Then there are beans. We’ve had bean problems for years.

Her beans, I admit, are good.

We’re in the hills above the Adriatic, a few miles inland, and just now dusk is bluing the meadows and vineyards that slope down to town. It’s summertime, so all the windows in the trattoria are open. Like most Italian hill towns, this one has a fortress. The structure dates roughly to the year 1000; it was rebuilt in 1300. There’s also a church and a few narrow picturesque streets and some shaggy trees in full leaf, all part of the breathtaking normal of this region. We’re here, sixteen of us at the table, for the tagliatelle and beans.

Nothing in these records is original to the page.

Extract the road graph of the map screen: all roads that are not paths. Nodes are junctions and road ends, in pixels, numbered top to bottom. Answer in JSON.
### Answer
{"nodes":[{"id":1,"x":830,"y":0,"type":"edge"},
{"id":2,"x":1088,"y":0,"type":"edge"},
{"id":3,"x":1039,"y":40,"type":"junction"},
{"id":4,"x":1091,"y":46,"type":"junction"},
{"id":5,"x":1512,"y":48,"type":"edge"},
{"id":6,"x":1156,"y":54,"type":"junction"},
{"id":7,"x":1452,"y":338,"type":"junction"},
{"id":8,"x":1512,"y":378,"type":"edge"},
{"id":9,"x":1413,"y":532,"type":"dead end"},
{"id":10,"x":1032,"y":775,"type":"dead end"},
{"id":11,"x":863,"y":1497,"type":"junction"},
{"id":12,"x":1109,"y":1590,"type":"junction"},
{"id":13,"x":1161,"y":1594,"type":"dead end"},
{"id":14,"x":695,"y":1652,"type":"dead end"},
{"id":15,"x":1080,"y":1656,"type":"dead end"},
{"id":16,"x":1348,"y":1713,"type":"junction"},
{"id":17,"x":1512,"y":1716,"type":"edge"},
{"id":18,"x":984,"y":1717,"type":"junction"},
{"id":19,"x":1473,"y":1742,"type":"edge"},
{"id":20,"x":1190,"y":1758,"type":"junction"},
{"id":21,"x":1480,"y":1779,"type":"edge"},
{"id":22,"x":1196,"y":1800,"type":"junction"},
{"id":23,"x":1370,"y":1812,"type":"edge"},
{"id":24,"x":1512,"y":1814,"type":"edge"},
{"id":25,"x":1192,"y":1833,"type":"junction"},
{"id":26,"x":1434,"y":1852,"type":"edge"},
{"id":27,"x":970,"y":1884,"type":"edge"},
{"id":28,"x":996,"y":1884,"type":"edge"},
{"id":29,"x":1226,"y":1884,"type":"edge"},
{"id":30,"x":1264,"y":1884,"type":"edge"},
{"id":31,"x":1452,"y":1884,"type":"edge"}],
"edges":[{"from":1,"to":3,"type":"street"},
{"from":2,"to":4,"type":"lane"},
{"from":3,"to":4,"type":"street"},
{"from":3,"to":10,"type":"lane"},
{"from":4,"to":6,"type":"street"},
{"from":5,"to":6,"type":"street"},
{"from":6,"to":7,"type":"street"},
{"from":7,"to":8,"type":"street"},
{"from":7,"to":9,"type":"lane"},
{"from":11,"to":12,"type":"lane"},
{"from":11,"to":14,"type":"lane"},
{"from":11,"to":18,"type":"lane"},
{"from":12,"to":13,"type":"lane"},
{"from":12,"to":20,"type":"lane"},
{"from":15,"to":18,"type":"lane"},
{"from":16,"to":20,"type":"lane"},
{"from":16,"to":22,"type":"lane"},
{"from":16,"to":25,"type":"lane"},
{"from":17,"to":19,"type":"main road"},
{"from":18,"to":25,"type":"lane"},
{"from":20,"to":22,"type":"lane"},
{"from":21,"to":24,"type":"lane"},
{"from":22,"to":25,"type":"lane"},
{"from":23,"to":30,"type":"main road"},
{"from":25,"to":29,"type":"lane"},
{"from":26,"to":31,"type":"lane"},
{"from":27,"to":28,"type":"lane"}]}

These tagliatelle, what we would call fettuccine in the United States, are homemade, the pasta cut (tagliata) into ribbons, served with beans ladled over them. Maria, the proprietor, says it’s quite simple: beans; carrots, celery, and onion; slices of cotechino, which is a sausage of pork and lard wrapped in pig skin; olive oil and conserva (tomato paste); salt and pepper and water. In three hours you get a soup cooked far enough beyond soup to make a beany, velvety brown sauce.

When the server lays four steaming platters on our table, all conversations stop. A breeze billows through white curtains. We regard these dishes with a combination of adoration and lust. Then someone says, “Chi vuole?” Who wants some?

Who knew beans could be so good?

Next day my wife says to her mother, “Guess what we had last night.” Without waiting for her mother to answer, she launches into a description.

Mother waves a dismissive hand. “I know,” she says. “We had that all the time when I was a kid.”

“You did? But why didn’t we?”

“Because it’s peasant food,” she says. “It’s what we ate because we didn’t have much money.”

That’s beans for you.

When I was growing up, a couple of times a month we sat down to a dinner of beans: a pot of navy beans boiled long and low, seasoned with salt and pepper, cooked far enough beyond soup to make a thick, savory, beanful broth. My father, a child of the Great Depression, called this dish “soupy beans.” The navies grew at the edge of the farm town where he was raised and, thirty years later, at the edge of a different farm town where I was raised. They grew in forty- to eighty-acre fields—long, luxurious seas of green next to sections of corn and beets and soybeans.

We ate soupy beans ladled over bread. It’s what they ate back then, he explained, because they didn’t have much money. Beans were necessary. And delicious.

Our Michigan navy beans are delicious.

Trouble surfaced when I came home from Italy one year with beans on my mind. Tuscans are called mangia fagioli, bean eaters. Wherever you go in Florence, you find fagioli all’uccelletto, beans cooked in the style of small game birds. This means garlic, sage, olive oil, and tomato. For all of a month after that trip, two or three days a week I cooked beans all’uccelletto. It was a fine madness.

“Enough with the beans,” my daughter finally said.

My son agreed.

“They’re good,” my wife said, “but not with those navy beans.”

Those navy beans?

“But I love my navy beans,” I said.

She shook her head. “Cannellini would be better.”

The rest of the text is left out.